A match cut connects two shots through a visual, compositional, or thematic rhyme: a shared shape, movement arc, colour, or subject that creates meaning through the relationship between the two images across the edit. The viewer's eye finds the correspondence between the outgoing and incoming shots, and the similarity generates an associative link between them that a random cut would not. The most famous example is the bone-to-spacecraft cut in 2001: A Space Odyssey, where a thrown bone transforms into an orbiting satellite through the match of their spinning arc. Match cuts create meaning by making the viewer participate in the connection between two ideas.
A fade to black takes the image down to complete darkness before the next shot begins. It marks a clear structural endpoint: a conclusive pause that tells the viewer this passage is finished and something new will begin. Conventionally used at act breaks, the end of major sequences, and the close of films, a fade to black is one of the most emphatic structural transitions available, carrying a sense of finality and separation between what came before and what follows. A fade from black, the reverse movement, marks a fresh beginning from a neutral point of darkness.

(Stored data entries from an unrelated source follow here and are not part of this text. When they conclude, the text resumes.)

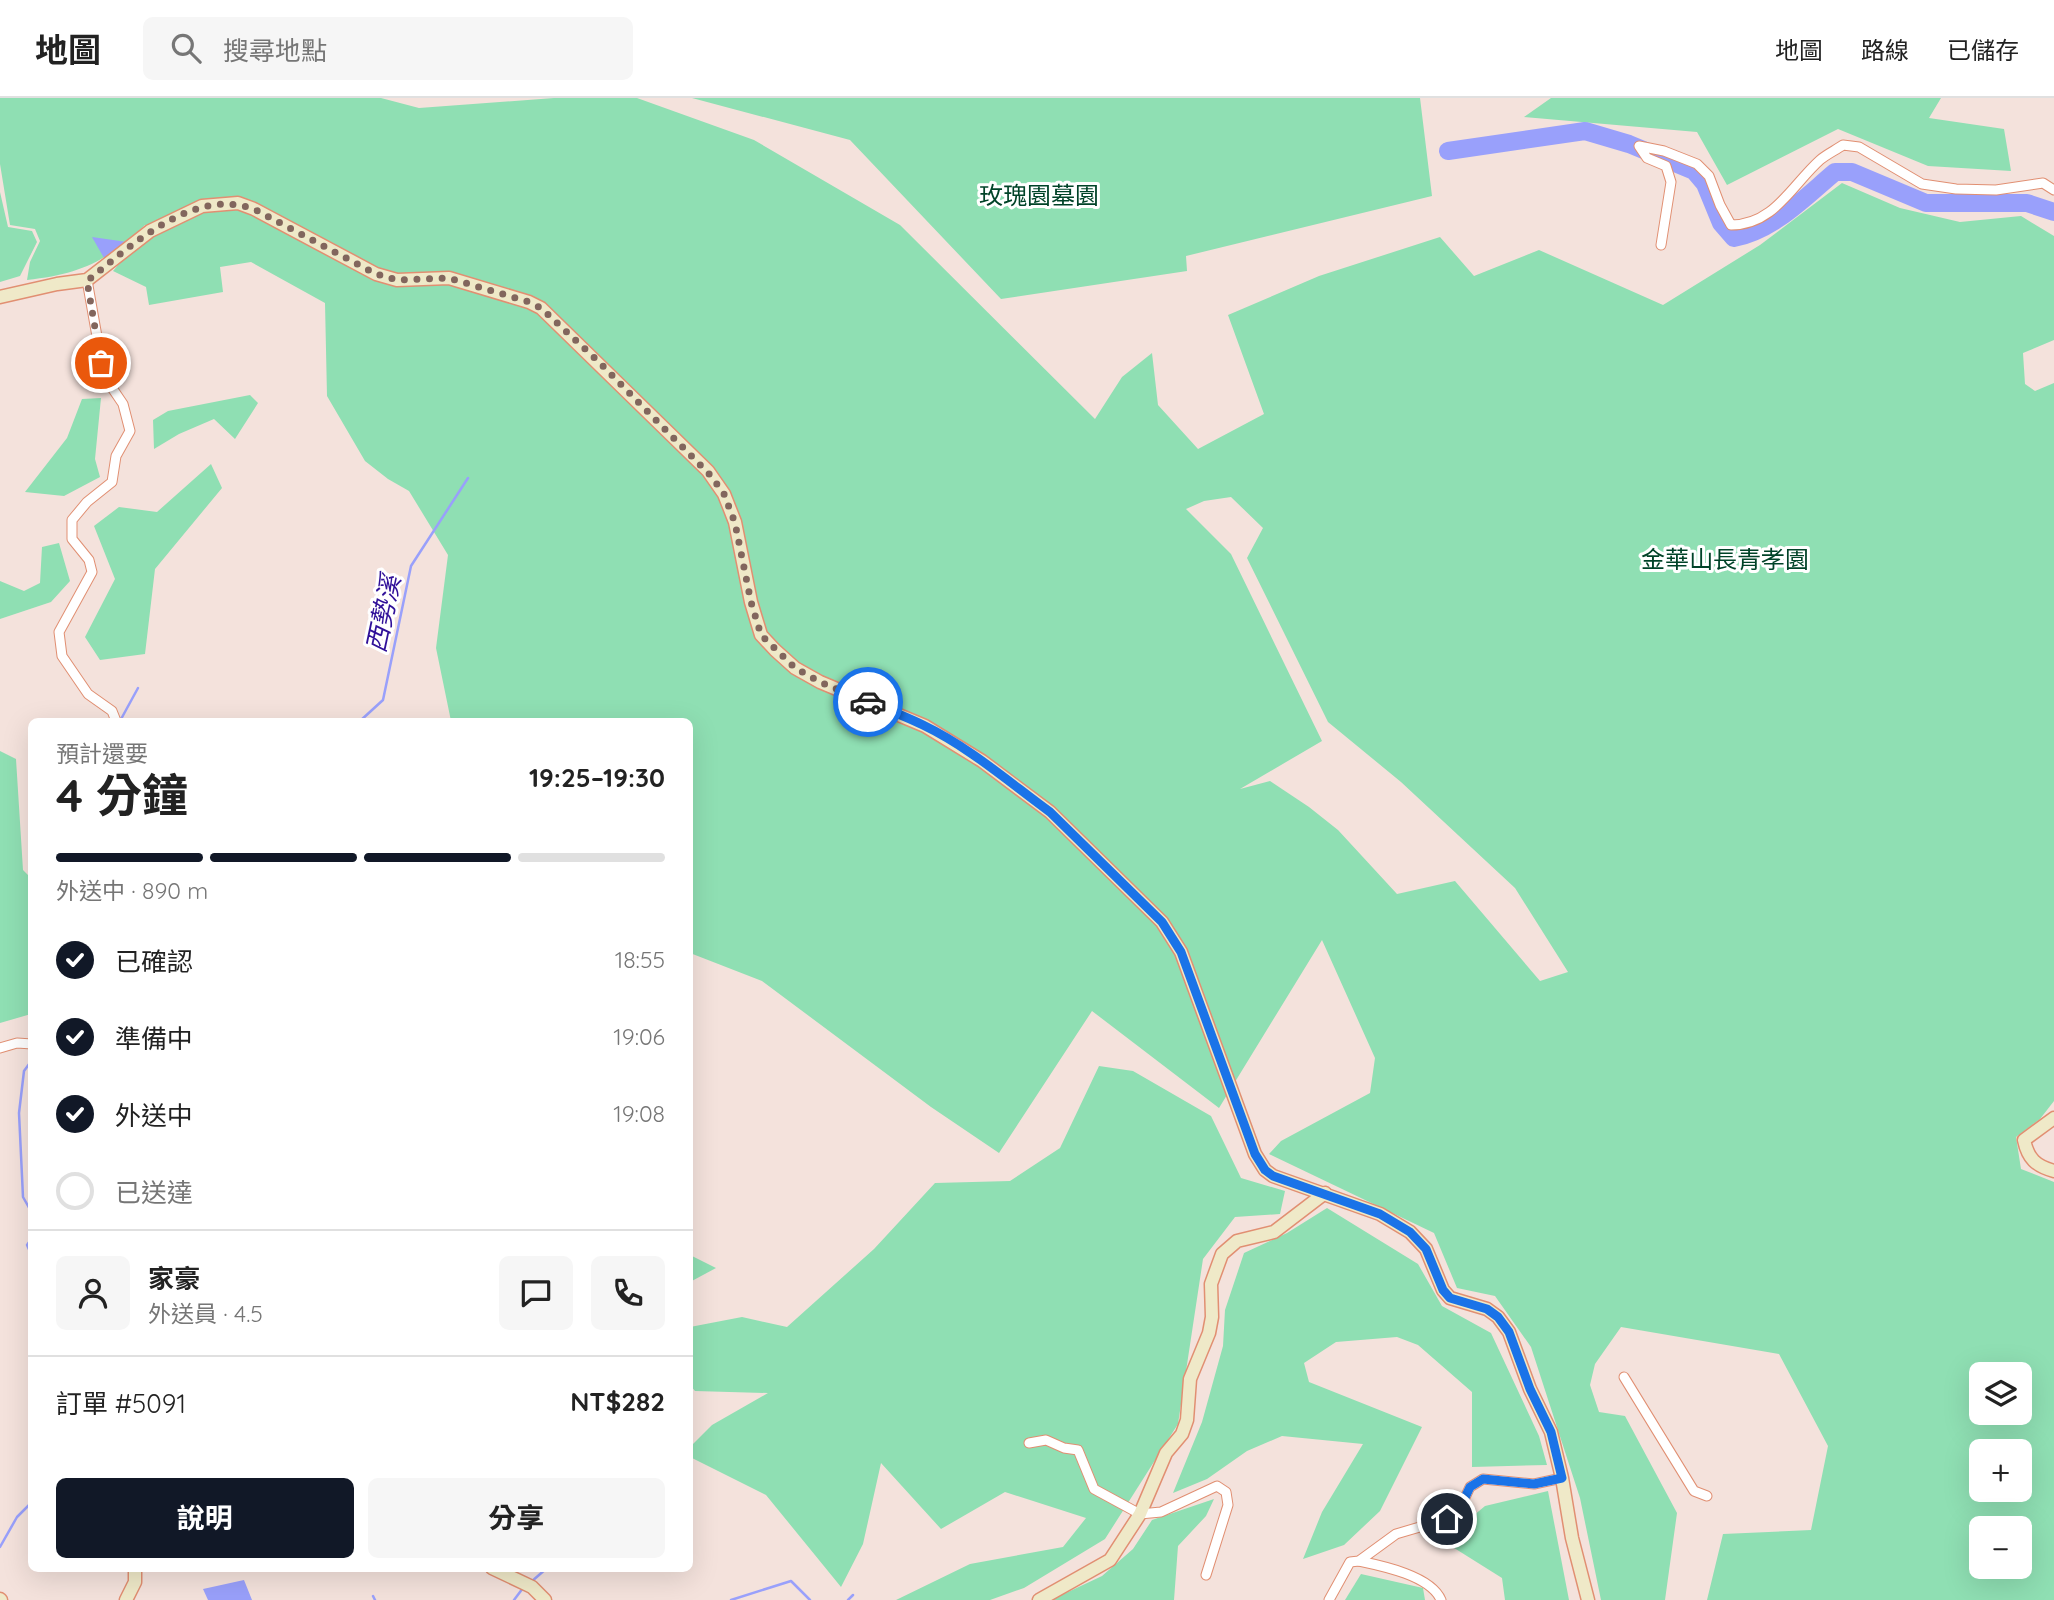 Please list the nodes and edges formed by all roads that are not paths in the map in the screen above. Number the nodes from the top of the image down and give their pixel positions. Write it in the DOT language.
graph roads {
  1 [pos="2054,190"];
  2 [pos="1661,245"];
  3 [pos="87,281"];
  4 [pos="0,297"];
  5 [pos="115,718"];
  6 [pos="28,1044"];
  7 [pos="0,1048"];
  8 [pos="2054,1118"];
  9 [pos="2054,1171"];
  10 [pos="1325,1193"];
  11 [pos="1624,1377"];
  12 [pos="1028,1443"];
  13 [pos="1562,1478"];
  14 [pos="1707,1496"];
  15 [pos="1140,1514"];
  16 [pos="1359,1561"];
  17 [pos="135,1572"];
  18 [pos="501,1572"];
  19 [pos="1206,1575"];
  20 [pos="127,1600"];
  21 [pos="545,1600"];
  22 [pos="1039,1600"];
  23 [pos="1329,1600"];
  24 [pos="1441,1600"];
  25 [pos="1588,1600"];
  1 -- 2 [label="street"];
  3 -- 4 [label="street"];
  3 -- 5 [label="street"];
  3 -- 10 [label="street"];
  6 -- 7 [label="street"];
  8 -- 9 [label="street"];
  10 -- 13 [label="street"];
  10 -- 15 [label="street"];
  11 -- 14 [label="street"];
  12 -- 15 [label="street"];
  13 -- 16 [label="street"];
  13 -- 25 [label="street"];
  15 -- 19 [label="street"];
  15 -- 22 [label="street"];
  16 -- 23 [label="street"];
  16 -- 24 [label="street"];
  17 -- 20 [label="street"];
  18 -- 21 [label="street"];
} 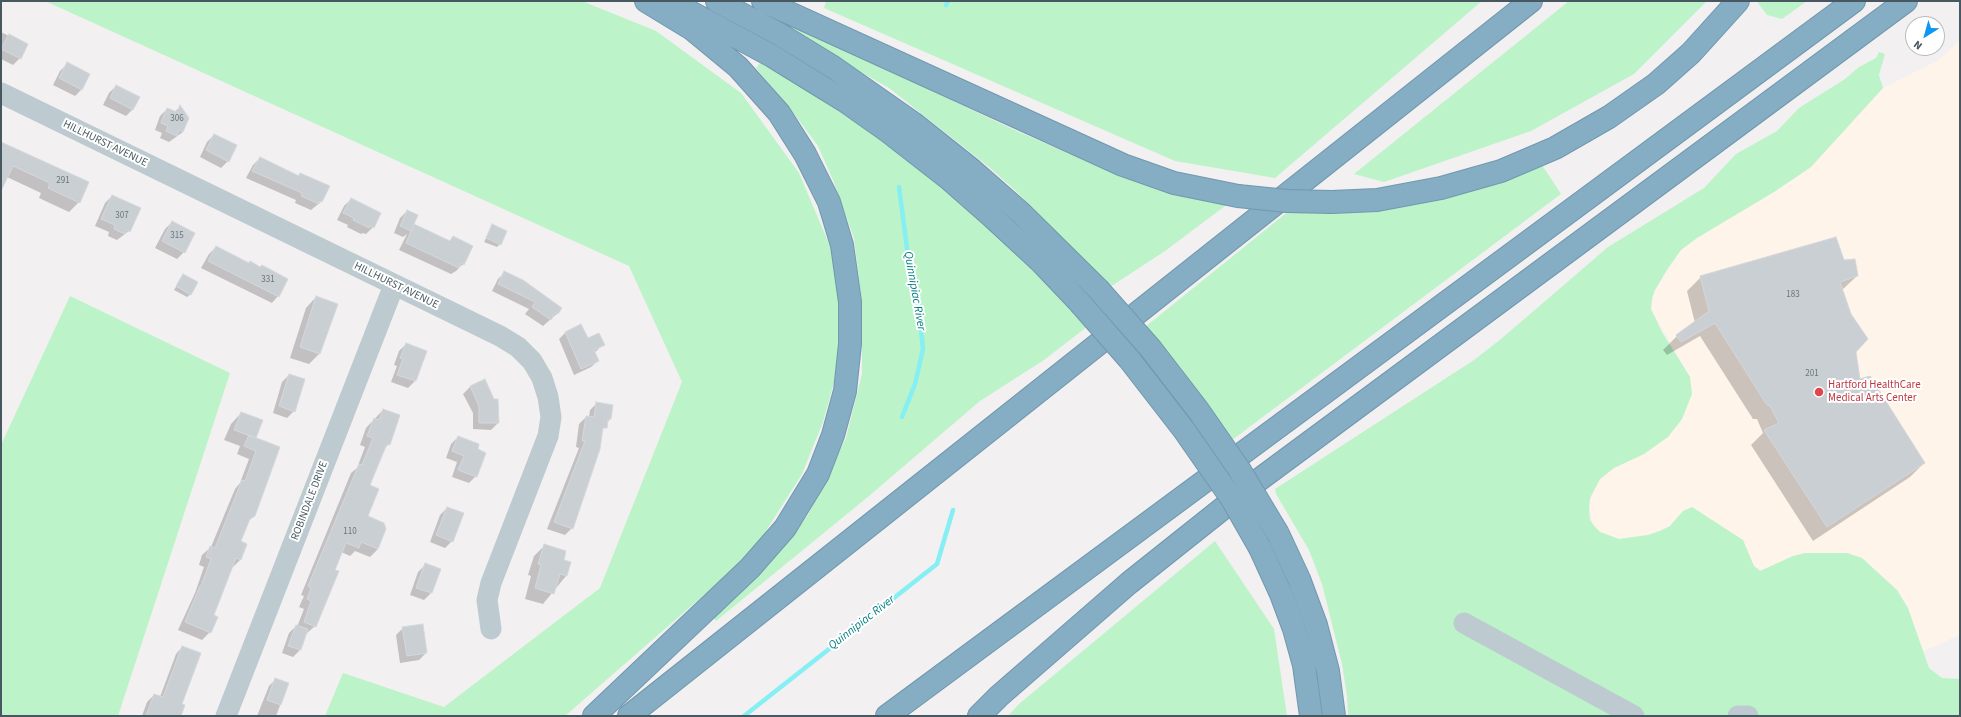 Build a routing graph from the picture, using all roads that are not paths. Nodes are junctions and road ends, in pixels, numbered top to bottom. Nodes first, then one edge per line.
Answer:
1 (646, 1) edge
2 (669, 1) edge
3 (717, 1) edge
4 (763, 1) edge
5 (1738, 1) edge
6 (1854, 1) edge
7 (1906, 1) edge
8 (1524, 5) edge
9 (1, 93) edge
10 (394, 285) junction
11 (1464, 623) dead end
12 (491, 629) dead end
13 (226, 716) edge
14 (594, 716) edge
15 (629, 716) edge
16 (887, 716) edge
17 (979, 716) edge
18 (1311, 716) edge
19 (1334, 716) edge
20 (1634, 716) edge
21 (1738, 716) edge
22 (1748, 716) edge

1 - 14 highway
2 - 18 highway, bridge
3 - 19 highway, bridge
4 - 5 highway, bridge
6 - 16 highway
7 - 17 highway
8 - 15 highway
9 - 10 street, HILLHURST AVENUE
10 - 12 street, HILLHURST AVENUE
10 - 13 street, ROBINDALE DRIVE
11 - 20 street
21 - 22 street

The choice of transition type directly influences how quickly or slowly the viewer experiences the edit. Hard cuts maintain pace and energy because no screen time is spent on the transition itself: the viewer's attention moves immediately to the new shot. Dissolves slow the pace by occupying screen time with the overlap, creating a more contemplative, gradual feel. Long fades create the most pause, almost stopping the flow before the next sequence begins. Using a consistent transition style throughout a sequence creates rhythmic uniformity; varying transition types at key moments creates pacing contrast that can be used to mark structural shifts or emotional turning points.
Planning transitions effectively in AI video workflows means thinking about the start and end frames of generated clips before editing begins. For hard cuts, generate clips with clear, well-composed final frames that provide a clean handoff to the incoming shot. For dissolves, ensure the final frames of the outgoing clip have stable composition and minimal motion, giving the blend clean material. For whip pan transitions, generate clips that end with the characteristic rapid directional blur. For match cuts, plan the compositional rhyme between the last frame of one clip and the first frame of the next, and generate accordingly. Compose on Morphic gives you the assembly control to experiment with different transition approaches once clips are generated.
A smash cut, also called a shock cut, is a hard cut used deliberately to create impact through the sudden, jarring juxtaposition of two contrasting shots or scenes. Where most cuts are chosen to feel natural and unremarkable, the smash cut is designed to be felt: typically cutting from a moment of quiet or emotional buildup to something completely unexpected in terms of energy, volume, subject, or tone. The contrast between the two shots is the expressive content: the abruptness creates impact, surprise, or comedy through the shock of the transition itself. Smash cuts are particularly effective when transitioning from a moment of narrative tension to a sudden release, or as a comedic device that undercuts an established mood.